Your goal:
Gather up every line from the entries below that uses the word "graph".

Supplied material:
· · ·
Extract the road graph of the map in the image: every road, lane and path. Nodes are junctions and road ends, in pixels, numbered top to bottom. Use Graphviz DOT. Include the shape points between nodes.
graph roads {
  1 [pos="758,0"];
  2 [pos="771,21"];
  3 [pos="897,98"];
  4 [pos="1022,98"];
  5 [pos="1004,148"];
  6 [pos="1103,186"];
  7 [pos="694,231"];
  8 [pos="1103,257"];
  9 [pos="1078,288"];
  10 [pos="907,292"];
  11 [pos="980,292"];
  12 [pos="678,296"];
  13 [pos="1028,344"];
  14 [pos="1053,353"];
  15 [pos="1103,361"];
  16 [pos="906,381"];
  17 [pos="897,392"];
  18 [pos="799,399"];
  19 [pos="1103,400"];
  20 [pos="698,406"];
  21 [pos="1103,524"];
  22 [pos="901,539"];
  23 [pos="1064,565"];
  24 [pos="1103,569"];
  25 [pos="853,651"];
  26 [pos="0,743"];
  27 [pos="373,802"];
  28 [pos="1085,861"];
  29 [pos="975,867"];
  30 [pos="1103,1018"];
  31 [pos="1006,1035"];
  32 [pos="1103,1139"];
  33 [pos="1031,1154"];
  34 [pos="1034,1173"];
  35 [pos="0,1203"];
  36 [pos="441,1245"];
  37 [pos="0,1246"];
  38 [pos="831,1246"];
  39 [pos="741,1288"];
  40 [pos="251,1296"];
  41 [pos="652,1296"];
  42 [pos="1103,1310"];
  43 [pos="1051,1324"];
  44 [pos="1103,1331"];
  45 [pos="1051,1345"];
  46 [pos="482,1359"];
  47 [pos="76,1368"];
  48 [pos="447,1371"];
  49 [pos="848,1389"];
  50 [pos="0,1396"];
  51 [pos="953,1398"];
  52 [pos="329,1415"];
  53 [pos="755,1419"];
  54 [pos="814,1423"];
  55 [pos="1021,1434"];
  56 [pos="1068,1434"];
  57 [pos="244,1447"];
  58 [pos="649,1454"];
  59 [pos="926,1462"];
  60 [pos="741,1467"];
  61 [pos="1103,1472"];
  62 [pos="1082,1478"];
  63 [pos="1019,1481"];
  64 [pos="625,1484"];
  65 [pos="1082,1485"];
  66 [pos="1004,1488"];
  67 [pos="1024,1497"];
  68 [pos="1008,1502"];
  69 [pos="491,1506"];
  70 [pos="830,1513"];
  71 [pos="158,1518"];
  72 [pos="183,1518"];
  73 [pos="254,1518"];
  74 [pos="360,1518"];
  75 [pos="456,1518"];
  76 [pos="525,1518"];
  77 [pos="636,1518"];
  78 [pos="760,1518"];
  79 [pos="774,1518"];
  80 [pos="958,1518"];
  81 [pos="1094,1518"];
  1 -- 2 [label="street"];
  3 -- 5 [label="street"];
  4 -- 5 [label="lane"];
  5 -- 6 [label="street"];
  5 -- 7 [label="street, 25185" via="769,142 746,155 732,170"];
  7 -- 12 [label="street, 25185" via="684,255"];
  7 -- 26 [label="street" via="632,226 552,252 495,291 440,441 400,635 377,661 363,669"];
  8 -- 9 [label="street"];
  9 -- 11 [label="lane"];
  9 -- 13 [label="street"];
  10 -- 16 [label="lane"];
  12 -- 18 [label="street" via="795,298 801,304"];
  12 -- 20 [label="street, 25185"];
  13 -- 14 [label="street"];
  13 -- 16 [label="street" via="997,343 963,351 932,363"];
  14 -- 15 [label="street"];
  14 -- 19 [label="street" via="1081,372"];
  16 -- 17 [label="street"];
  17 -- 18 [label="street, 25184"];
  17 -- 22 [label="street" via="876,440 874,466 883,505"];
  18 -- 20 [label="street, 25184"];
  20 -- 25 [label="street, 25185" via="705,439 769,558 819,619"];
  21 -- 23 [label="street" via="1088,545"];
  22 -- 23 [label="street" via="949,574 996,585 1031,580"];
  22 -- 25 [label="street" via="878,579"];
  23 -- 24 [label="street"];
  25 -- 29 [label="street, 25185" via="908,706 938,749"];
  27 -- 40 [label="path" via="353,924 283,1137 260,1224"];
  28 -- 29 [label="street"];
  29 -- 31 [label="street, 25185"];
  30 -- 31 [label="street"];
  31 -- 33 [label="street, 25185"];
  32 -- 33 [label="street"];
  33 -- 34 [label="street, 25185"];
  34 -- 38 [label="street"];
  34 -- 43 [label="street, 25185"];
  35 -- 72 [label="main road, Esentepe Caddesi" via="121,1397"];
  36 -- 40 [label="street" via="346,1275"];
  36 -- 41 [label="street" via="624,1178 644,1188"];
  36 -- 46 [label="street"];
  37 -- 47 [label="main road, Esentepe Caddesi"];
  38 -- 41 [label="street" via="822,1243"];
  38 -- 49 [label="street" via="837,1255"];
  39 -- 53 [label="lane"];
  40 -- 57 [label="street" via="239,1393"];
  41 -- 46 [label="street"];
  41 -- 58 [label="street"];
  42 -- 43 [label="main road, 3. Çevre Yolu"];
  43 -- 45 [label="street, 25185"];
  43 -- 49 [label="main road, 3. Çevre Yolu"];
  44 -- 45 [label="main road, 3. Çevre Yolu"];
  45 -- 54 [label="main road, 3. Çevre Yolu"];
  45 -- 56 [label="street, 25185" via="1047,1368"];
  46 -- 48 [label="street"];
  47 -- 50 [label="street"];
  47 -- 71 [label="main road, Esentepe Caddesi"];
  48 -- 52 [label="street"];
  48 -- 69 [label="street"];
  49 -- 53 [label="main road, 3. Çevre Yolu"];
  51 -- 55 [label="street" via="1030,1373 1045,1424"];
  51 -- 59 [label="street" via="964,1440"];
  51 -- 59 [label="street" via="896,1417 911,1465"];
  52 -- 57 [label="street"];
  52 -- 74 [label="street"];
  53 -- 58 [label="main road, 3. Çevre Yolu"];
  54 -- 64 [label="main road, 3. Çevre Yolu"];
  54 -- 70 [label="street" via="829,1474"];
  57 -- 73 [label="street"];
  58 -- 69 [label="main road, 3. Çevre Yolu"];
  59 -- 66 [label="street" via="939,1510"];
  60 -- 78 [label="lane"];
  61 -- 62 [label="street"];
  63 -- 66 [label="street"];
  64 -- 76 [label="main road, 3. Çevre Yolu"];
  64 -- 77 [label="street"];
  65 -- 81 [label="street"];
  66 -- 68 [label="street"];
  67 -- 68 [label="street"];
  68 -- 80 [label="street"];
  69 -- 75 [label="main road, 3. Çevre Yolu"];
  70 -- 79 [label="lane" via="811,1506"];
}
· · ·
Answer for this exercise:
Extract the road graph of the map in the image: every road, lane and path. Nodes are junctions and road ends, in pixels, numbered top to bottom. Use Graphviz DOT. Include the shape points between nodes.
graph roads {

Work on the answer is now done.